If you have it, you will know.
I had a brief period (following two miscarriages of not entirely planned pregnancies) where I physically ached for another baby. I would never have thought that I would have had that - I'm so not a baby person! - but there you go. Hormones are funny things
We have completed our family and I’m well past the age to be considering getting pregnant but, sometimes, out of the blue, I’ll get a real gut-wrenching feeling and an overwhelming sadness that I’ll never have another baby.
Actually, I don’t want another (theoretically*)*. I’ve had enough sleepless nights, mastitis, stretchmarks, etc, etc, but I think I’ll get that broody feeling every** now and again for the rest of my life.
Thank you all for replying. This is fascinating. I say that I have never felt broody, but I do often have an intense sense that I'm missing something fundamental about life by not having had children, and feel that if I don't act upon it now while I'm young and healthy I will hugely regret it later in life. I'm quite envious of pregnant women that I know, is that being broody? I've always loved babies and toddlers.

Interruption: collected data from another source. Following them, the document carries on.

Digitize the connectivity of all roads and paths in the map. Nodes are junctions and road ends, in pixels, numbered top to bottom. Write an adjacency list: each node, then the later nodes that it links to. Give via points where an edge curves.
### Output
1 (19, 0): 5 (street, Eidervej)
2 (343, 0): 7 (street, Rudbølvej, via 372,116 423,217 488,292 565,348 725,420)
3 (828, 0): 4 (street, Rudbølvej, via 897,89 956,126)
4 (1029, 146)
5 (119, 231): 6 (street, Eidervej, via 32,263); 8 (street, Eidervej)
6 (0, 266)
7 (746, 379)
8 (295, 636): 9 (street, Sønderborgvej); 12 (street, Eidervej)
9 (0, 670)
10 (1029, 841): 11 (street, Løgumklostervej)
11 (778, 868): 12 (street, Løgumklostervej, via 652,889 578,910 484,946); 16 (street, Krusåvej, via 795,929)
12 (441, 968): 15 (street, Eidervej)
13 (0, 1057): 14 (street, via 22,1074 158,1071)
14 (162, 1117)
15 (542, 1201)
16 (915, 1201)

Are those feelings strong enough to ttc? I've certainly never experienced the gut punch type feelings that others describe above.
I never had those gutpunch feelings either, and actually I'm not really that fussed about "having a baby" in the way that other women seem to be - I'm far more interested in the childhood stages. I think for me it's less about having a baby and more about having children as part of my family unit, so perhaps that's why I've not had that physical broodiness?
I can relate to that peachgreen, after all they are only babies for such a short time, and are children for much longer. I can't imagine myself NOT having children but I don't know if that's a good enough reason to have them, if that makes sense? I'm probably overthinking it. I'd love to build a family unit with DP, we're getting married in September, I just don't feel that physical need for it.
We went for ttc and I’ve never even been at the point of envying pregnant women but when I imagined life with and life without children, my gut said with kids. Further should I shouldn’t i ensued until I had the switch flicking moment where I just went ‘it will be ok’.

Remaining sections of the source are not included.